La storia di Poli è particolare e merita di essere rivissuta: nato come attaccante - lui si schermisce e parla di "attaccante di movimento" -, a Cagliari sotto la guida di Robotti viene dirottato a fare il terzino sinistro. E' la svolta della sua carriera. In quel ruolo diventa il simbolo della Reggina, diventando con il tempo "Maurizio Poli uno di noi". Non si schermisce quando glielo ricordiamo: "Non ho mai lesinato una goccia di sudore, perchè conoscevo i sacrifici che facevano i tifosi per sostenerci. Mi hanno idealizzato come uno di loro e sono orgoglioso di essere stato quel che sono stato con la maglia della Reggina".
Ci sono tutti gli ingredienti necessari per iniziare questa intervista esclusiva ai microfoni di TuttoLegaPro.com
Maurizio, dieci anni di vita a Reggio Calabria.
"Praticamente tutta la mia carriera".
Prima di arrivare a Reggio eri a Cagliari dove hai anche vinto un campionato di B nel 1989/90. Il tuo arrivo in Sardegna merita di essere raccontato.
"L'anno prima ero al Frosinone e al "Matusa" c'era Enzo Robotti che mi prova terzino sinistro".
Non eri attaccante?
"Si, ma non mi vedeva in questo ruolo e allenamento dopo allenamento mi ha provato terzino sinistro. Devo dire che è stata la mia fortuna e la svolta della mia carriera. Contro i sardi gioco la mia prima partita nel mio nuovo ruolo e faccio gol. Il giorno dopo mi chiama Carmine Longo, allora Ds del Cagliari e chiede la mia disponibilità ad andare in Sardegna l'anno successivo".
Tu cosa rispondi?
"Anche di corsa e di fatto l'anno successivo con Ranieri vinciamo il campionato di B".

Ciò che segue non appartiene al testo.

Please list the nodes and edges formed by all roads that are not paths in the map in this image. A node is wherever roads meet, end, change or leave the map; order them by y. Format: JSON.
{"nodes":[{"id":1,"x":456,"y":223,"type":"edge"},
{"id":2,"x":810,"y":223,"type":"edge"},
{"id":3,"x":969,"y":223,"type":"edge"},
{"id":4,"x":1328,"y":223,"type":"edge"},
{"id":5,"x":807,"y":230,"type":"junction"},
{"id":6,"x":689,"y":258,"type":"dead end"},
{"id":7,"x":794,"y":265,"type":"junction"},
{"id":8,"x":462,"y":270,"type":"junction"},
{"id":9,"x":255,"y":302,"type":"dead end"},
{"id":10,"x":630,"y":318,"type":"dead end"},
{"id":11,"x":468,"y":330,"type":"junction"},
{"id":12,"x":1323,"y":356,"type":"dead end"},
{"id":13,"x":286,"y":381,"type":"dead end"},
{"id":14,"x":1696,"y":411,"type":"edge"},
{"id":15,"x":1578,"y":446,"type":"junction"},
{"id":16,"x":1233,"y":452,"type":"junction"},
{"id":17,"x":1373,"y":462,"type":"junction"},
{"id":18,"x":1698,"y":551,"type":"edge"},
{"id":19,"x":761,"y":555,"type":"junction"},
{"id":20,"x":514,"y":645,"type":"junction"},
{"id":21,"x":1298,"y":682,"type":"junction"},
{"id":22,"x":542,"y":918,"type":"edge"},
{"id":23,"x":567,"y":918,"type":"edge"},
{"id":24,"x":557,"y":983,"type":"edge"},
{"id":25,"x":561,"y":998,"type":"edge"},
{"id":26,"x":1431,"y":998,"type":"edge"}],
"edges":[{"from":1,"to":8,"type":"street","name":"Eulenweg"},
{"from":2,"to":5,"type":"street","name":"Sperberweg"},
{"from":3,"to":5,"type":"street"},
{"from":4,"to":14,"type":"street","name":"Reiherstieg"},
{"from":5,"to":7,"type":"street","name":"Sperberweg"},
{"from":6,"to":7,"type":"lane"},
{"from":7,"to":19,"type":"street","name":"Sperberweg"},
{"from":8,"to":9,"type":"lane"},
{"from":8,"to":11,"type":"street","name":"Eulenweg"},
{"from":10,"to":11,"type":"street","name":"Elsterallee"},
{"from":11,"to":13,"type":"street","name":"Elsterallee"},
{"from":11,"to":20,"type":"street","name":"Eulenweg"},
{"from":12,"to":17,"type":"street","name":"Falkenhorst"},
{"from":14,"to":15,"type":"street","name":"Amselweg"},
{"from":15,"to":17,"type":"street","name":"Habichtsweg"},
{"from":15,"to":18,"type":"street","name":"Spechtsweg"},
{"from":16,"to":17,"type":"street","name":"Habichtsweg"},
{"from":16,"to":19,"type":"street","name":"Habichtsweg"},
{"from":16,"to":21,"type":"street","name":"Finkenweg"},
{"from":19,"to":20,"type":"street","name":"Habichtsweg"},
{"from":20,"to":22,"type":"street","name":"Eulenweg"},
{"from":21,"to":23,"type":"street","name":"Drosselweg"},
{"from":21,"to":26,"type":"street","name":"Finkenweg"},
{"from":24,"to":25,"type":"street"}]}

Avevi l'occasione di esordire in A con dieci anni di anticipo.
"E' vero, però parlai con Ranieri e mi disse chiaro e tondo che non ci sarebbe stato posto per me. Almeno fu onesto".
E arrivò l'offerta della Reggina in B.
"Si, accettai subito: l'offerta non si poteva rifiutare".

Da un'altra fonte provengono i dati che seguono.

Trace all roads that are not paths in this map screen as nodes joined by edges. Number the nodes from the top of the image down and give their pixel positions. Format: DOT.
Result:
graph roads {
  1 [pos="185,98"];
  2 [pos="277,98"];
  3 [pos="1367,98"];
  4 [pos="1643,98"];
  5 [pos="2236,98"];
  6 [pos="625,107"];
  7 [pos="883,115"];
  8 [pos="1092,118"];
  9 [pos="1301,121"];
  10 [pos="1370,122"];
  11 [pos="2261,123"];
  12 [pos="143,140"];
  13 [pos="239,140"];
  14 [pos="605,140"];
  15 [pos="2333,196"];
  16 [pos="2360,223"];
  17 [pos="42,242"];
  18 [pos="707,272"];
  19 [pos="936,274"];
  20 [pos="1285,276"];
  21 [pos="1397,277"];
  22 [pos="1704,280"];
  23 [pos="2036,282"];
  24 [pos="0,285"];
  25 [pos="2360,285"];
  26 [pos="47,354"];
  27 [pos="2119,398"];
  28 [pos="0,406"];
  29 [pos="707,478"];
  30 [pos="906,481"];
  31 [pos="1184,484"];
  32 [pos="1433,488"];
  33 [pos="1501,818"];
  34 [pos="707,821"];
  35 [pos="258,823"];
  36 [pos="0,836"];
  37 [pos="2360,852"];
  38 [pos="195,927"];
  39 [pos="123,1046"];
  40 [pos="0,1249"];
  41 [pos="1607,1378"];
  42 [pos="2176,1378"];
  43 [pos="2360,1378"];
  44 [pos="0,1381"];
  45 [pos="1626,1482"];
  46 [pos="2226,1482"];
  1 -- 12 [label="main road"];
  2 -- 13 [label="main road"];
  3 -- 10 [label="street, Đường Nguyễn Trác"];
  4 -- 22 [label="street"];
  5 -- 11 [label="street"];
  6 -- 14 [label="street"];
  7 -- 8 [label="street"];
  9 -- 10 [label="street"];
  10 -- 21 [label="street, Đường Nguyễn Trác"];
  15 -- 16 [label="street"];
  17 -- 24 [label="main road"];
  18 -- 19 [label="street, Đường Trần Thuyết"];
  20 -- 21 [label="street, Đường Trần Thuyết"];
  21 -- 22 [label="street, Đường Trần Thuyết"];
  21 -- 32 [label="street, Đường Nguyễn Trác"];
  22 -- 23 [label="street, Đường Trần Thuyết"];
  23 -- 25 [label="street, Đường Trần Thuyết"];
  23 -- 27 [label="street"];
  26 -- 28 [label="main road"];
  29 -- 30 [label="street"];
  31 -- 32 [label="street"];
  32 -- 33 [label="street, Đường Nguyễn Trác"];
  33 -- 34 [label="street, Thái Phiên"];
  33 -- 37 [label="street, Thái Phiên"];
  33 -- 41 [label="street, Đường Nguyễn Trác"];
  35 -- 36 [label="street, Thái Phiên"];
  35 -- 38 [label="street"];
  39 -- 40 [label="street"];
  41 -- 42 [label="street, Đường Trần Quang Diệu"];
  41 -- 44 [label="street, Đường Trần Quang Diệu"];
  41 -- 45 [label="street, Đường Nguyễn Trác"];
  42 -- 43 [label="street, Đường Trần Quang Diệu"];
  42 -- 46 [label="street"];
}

Quanto ti avevano offerto?
"Duecento milioni. Non potevo dire di no. Sono sincero".
Appena arrivato a Reggio dichiari: "A Cagliari facevo gli assist per Provitali, qui a Reggio li farò per Simonini e La Rosa".
"Eravamo un'ottima squadra, solo che non partimmo molto bene e lo stesso anno siamo retrocessi in C1. Sono rimasto senza batter ciglio, ripromettendomi che ci saremmo rifatti".
Chi c'era in quella Reggina?
"Rosin in porta, Attrice in difesa, Mariotto, oltre ai già citati Simonini e La Rosa".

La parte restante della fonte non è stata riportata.